Peter Swinburn, chief executive of Molson Coors, says the business has “suffered” from not having enough exposure to the premium category. It acquired Staropramen brewer Starbev in April and has also launched brand extensions such as the UK’s Carling Zest in a bid to accelerate its premiumisation strategy.
Swinburn adds: “Most of our portfolios are skewed toward mainstream premium. And we suffered from not having enough exposure to our premium. We’re very much skewed towards premiumising the portfolio.
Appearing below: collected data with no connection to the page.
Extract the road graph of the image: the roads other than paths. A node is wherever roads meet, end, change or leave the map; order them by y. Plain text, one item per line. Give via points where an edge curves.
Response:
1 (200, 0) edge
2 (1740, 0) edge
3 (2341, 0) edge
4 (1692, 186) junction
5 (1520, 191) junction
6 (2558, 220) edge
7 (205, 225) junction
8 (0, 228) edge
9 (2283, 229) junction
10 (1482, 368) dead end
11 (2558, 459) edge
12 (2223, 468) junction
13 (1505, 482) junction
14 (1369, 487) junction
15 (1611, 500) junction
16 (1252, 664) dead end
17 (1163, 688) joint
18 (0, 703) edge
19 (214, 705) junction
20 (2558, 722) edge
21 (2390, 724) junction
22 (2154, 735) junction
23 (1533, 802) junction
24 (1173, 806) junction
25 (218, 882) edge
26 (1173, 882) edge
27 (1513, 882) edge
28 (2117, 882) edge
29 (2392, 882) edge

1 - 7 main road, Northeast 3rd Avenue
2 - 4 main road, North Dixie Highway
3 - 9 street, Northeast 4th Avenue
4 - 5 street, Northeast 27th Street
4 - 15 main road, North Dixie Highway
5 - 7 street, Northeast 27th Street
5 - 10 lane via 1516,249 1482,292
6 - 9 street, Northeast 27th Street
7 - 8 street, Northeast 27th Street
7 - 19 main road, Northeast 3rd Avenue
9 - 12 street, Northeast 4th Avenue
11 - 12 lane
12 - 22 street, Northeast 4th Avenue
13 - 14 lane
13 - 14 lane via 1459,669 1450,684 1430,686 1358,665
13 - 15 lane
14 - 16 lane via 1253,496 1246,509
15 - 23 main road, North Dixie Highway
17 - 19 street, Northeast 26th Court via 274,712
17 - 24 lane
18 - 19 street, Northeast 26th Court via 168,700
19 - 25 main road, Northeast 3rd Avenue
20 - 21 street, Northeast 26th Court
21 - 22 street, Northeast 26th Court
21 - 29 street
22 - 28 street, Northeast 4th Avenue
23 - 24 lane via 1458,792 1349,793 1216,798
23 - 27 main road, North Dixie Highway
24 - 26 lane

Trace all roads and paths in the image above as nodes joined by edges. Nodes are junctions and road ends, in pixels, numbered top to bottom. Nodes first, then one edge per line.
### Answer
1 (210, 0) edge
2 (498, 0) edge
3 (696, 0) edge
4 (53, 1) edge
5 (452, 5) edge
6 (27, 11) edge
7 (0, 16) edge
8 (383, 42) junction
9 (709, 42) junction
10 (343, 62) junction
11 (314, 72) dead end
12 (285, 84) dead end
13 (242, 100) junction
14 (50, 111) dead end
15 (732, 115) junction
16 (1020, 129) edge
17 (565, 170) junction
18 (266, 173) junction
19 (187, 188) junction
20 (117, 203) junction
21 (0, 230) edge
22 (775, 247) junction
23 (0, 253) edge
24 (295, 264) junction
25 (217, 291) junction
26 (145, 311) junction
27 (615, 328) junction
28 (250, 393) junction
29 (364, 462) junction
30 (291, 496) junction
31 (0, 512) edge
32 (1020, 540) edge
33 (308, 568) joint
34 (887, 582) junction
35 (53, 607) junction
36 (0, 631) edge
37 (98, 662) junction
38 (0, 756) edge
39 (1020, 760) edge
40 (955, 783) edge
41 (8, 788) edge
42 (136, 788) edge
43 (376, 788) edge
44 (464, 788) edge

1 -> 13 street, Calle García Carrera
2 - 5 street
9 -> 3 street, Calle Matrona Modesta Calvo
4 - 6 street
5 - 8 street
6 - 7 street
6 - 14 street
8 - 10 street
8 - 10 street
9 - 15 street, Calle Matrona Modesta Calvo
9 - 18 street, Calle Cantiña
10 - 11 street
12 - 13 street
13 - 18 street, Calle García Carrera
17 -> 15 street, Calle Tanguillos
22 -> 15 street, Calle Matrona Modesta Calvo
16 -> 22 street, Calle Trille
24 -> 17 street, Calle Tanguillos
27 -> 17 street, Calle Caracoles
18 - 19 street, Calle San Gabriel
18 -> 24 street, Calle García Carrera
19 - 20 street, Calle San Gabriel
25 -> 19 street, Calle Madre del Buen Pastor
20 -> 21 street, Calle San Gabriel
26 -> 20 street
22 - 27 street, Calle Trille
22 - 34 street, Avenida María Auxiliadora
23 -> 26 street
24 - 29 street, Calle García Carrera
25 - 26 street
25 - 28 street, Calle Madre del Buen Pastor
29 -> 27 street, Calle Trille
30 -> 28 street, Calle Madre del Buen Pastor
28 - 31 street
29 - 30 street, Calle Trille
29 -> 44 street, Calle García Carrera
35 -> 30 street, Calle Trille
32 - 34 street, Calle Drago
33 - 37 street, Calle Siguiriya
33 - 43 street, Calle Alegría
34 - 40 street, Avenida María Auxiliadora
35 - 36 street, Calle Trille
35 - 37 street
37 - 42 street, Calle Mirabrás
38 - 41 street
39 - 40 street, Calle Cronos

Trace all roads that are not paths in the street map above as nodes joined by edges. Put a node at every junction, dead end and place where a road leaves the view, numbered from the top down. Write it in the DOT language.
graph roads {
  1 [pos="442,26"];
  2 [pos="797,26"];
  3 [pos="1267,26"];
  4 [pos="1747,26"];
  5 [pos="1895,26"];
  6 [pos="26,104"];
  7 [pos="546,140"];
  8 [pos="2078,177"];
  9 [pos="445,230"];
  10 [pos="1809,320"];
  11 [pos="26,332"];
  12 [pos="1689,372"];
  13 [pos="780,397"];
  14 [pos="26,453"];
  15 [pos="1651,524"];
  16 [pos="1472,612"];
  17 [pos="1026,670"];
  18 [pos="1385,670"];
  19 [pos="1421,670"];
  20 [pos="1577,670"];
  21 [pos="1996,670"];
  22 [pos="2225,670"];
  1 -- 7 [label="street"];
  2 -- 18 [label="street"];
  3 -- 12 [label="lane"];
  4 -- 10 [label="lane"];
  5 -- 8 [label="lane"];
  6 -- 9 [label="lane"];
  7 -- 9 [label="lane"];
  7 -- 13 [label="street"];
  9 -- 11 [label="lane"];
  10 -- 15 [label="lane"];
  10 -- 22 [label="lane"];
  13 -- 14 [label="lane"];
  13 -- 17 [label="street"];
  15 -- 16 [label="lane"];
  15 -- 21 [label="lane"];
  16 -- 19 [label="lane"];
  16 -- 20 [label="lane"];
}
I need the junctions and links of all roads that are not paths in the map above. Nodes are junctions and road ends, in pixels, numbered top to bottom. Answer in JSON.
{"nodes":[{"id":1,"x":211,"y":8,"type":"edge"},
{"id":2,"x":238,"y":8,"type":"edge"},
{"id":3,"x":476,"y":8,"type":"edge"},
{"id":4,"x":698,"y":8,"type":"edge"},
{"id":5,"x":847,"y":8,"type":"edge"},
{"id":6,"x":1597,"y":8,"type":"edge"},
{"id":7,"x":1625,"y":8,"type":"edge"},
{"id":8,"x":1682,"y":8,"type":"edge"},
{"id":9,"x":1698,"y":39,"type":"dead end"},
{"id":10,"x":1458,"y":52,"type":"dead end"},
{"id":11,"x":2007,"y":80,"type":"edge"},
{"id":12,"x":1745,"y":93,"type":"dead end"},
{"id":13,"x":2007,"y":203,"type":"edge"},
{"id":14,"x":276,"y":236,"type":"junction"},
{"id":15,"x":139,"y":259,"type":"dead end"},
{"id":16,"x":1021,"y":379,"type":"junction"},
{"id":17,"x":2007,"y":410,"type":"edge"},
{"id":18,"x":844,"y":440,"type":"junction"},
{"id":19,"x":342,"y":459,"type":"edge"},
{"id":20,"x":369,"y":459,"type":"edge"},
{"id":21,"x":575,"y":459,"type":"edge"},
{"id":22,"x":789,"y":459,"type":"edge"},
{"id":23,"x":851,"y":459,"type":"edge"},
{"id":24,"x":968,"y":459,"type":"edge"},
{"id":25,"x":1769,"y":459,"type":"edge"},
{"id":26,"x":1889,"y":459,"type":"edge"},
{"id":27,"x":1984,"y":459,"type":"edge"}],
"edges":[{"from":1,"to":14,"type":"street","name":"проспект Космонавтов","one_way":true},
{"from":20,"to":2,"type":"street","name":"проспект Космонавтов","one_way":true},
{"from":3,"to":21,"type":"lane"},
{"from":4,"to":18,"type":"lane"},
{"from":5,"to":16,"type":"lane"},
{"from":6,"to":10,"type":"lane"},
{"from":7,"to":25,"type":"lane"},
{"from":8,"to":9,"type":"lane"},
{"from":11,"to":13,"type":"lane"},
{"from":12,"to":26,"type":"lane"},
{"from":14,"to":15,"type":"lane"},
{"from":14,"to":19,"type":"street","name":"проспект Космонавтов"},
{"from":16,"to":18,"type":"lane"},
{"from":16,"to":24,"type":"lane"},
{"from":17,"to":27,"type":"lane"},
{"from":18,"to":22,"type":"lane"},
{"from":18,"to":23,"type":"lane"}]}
And so we’re looking to mix as being a big driver for this over a two-to-three-year period.”
The company also said its decision to combine its UK Ireland and Central European businesses was a “good news story” and was not driven by underperformance across the region.
“It is a standard move for most businesses to have a European platform,” Swinburn said. “We thought this would take longer to happen so really this is a good news story because the integration has gone much more smoothly than we expected.”
Global brewers, including Heineken and AB Inbev, posted mixed results in the latest quarter as stronger demand in North America has been offset by weakness in Western Europe.